Wednesday, July 6, 2011

Guilt to Grace? I don't know what to title this...

I've been thinking about the ways I spend my time lately.
I've been sick the past few days and I really hate getting sick. It makes me sit still and I get all angry inside because I can't get up and move about without feeling like my head will explode. I sleep a lot. I watch movies or read. I feel like i'm not being productive. But being sick also makes me think straight, I feel like I get back to the basics of what I actually think about myself and my life. Its weird, but I kind of like that feeling. I find myself more content in some ways.
I am such an American, I thrive on productivity! That's so nasty. You know what is also nasty? Guilt. The guilt monster lives on my back. He tells me I'm a failure a lot when I don't get something done that I set out to do. He's such a punk. If he were real I'd punch him in the gut.
I have this dream schedule of my life where I work out regularly, read my bible and other books, clean, write people, be creative... its impossible. If you know me, I'm not really a schedule person. I like having things in order, but I like the mess of life too. All those things get done, just not at the same time. I don't really mind interruptions. I could probably live up to that listy-schedule if I were a robot. But i'm not a robot. I'm human, I am a female human and I live a messy life. But things get done. I need to just accept that. It's not going to change. So I guess I need to just tell that guilt monster to suck it (Don't judge me that I just said suck it).
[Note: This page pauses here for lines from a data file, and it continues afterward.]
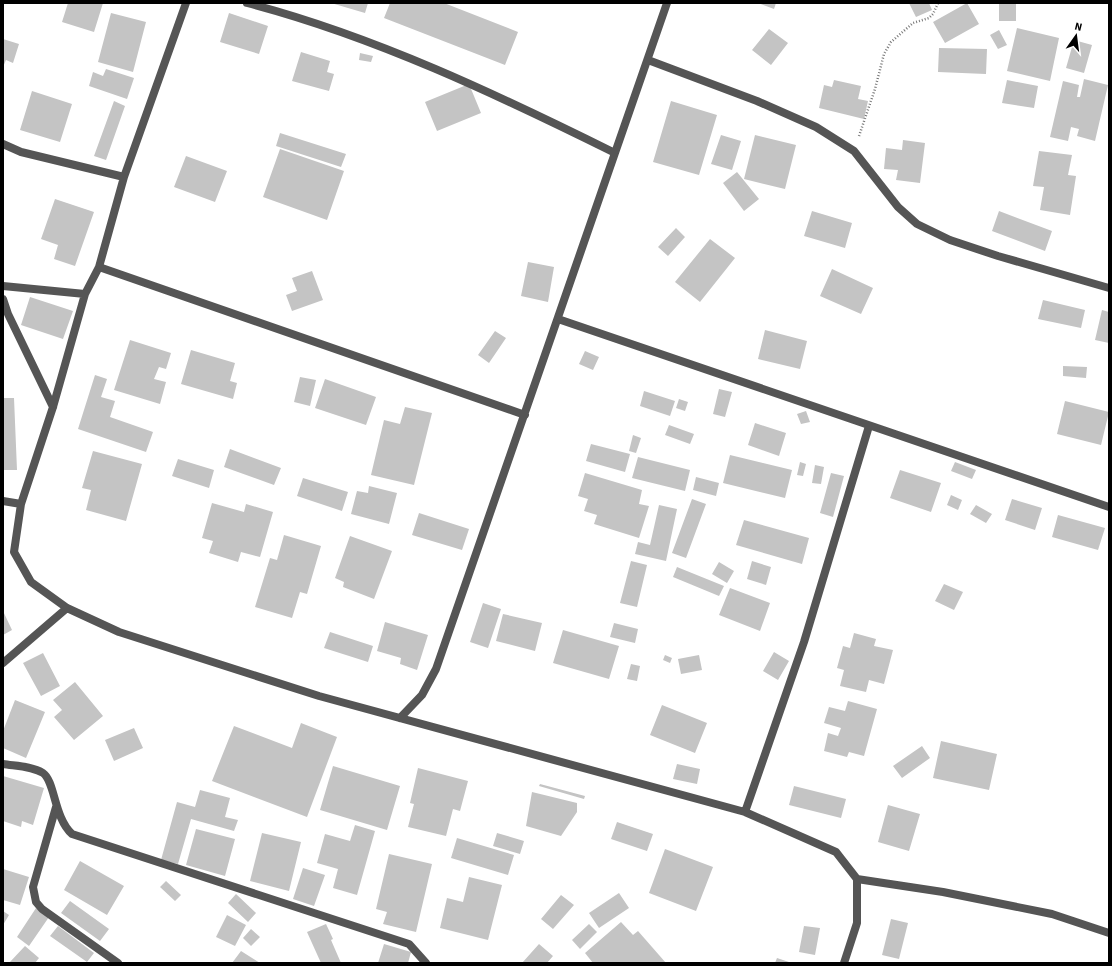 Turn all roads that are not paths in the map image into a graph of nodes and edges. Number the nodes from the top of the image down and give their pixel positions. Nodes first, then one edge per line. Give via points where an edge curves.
1 (186, 3) edge
2 (247, 3) edge
3 (667, 3) edge
4 (648, 60) junction
5 (3, 144) edge
6 (615, 153) junction
7 (124, 177) junction
8 (99, 267) junction
9 (3, 286) edge
10 (1109, 288) edge
11 (85, 294) junction
12 (3, 299) edge
13 (558, 319) junction
14 (52, 407) junction
15 (525, 415) junction
16 (869, 426) junction
17 (3, 501) edge
18 (21, 504) junction
19 (1109, 507) edge
20 (68, 608) junction
21 (3, 663) edge
22 (400, 718) junction
23 (3, 764) edge
24 (56, 807) junction
25 (745, 812) junction
26 (857, 879) junction
27 (1109, 933) edge
28 (118, 963) edge
29 (426, 963) edge
30 (844, 963) edge

1 - 7 street
2 - 6 street via 284,13 414,60 540,116
3 - 4 street
4 - 6 street
4 - 10 street via 757,101 816,127 854,151 898,207 917,224 950,240
5 - 7 street via 21,152
6 - 13 street
7 - 8 street
8 - 11 street
8 - 15 street
9 - 11 street
11 - 14 street
12 - 14 street
13 - 15 street
13 - 16 street
14 - 18 street
15 - 22 street via 436,669 422,695
16 - 19 street
16 - 25 street via 804,642
17 - 18 street
18 - 20 street via 14,552 31,582
20 - 21 street
20 - 22 street via 119,632 320,696
22 - 25 street
23 - 24 street via 44,774 49,781
24 - 28 street via 33,887 36,902 42,909
24 - 29 street via 64,827 72,834 409,944
25 - 26 street via 836,852
26 - 27 street via 943,892 1052,914
26 - 30 street via 857,924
I need to live in better things than guilt like- love and peace and grace... the fruits of the spirit!

"But the fruit of the Spirit is love, joy, peace, patience, kindness, goodness, faithfulness, gentleness and self-control. Against such things there is no law" Galatians 5:22-23.

Bottom line: Law leads to guilt, grace leads to freedom through Christ.

2 comments:

  1. ditto.

    i love that when you write - it legitimately feels like your talking out loud.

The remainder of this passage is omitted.